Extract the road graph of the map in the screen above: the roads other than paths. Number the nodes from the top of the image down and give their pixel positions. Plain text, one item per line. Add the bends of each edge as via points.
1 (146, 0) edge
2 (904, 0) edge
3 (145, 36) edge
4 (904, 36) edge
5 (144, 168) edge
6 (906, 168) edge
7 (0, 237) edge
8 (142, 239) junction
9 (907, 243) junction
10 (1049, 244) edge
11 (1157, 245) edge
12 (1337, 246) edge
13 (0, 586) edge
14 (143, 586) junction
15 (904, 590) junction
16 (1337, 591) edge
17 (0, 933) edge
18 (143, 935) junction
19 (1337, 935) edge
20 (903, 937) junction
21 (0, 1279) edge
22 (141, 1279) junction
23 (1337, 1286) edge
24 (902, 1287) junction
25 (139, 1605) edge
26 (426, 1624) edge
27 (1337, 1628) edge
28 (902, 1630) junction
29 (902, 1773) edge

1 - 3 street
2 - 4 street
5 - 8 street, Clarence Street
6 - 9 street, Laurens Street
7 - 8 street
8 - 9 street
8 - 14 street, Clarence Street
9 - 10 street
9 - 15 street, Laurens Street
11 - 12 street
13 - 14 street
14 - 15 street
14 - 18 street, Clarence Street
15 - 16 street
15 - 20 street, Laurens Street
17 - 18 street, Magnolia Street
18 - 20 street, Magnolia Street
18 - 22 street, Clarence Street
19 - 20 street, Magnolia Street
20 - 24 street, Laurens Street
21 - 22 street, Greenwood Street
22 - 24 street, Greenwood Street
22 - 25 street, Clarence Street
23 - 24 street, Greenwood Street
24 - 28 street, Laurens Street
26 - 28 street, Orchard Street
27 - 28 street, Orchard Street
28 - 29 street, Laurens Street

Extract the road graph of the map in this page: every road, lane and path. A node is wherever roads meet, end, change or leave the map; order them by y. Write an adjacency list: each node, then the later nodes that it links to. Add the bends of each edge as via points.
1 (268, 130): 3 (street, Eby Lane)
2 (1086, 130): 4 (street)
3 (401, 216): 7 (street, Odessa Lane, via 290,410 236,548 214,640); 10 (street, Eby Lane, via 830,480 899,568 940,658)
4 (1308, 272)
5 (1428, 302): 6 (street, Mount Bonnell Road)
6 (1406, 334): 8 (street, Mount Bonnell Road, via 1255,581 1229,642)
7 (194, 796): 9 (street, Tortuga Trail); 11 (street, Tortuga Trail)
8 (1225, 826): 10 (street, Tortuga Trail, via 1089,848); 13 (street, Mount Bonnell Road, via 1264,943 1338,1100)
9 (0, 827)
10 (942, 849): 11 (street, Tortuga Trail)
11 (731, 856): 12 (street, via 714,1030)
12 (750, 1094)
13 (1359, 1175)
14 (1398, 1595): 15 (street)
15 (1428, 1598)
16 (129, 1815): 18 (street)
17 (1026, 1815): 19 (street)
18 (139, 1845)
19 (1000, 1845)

------------

:: WORK ITEM ::
Every line from the one containing "Extract the road graph of the map in this" through the end of the material above should be retyped exactly; please include nothing else.

:: RESULT ::
Extract the road graph of the map in this page: every road, lane and path. A node is wherever roads meet, end, change or leave the map; order them by y. Write an adjacency list: each node, then the later nodes that it links to. Add the bends of each edge as via points.
1 (268, 130): 3 (street, Eby Lane)
2 (1086, 130): 4 (street)
3 (401, 216): 7 (street, Odessa Lane, via 290,410 236,548 214,640); 10 (street, Eby Lane, via 830,480 899,568 940,658)
4 (1308, 272)
5 (1428, 302): 6 (street, Mount Bonnell Road)
6 (1406, 334): 8 (street, Mount Bonnell Road, via 1255,581 1229,642)
7 (194, 796): 9 (street, Tortuga Trail); 11 (street, Tortuga Trail)
8 (1225, 826): 10 (street, Tortuga Trail, via 1089,848); 13 (street, Mount Bonnell Road, via 1264,943 1338,1100)
9 (0, 827)
10 (942, 849): 11 (street, Tortuga Trail)
11 (731, 856): 12 (street, via 714,1030)
12 (750, 1094)
13 (1359, 1175)
14 (1398, 1595): 15 (street)
15 (1428, 1598)
16 (129, 1815): 18 (street)
17 (1026, 1815): 19 (street)
18 (139, 1845)
19 (1000, 1845)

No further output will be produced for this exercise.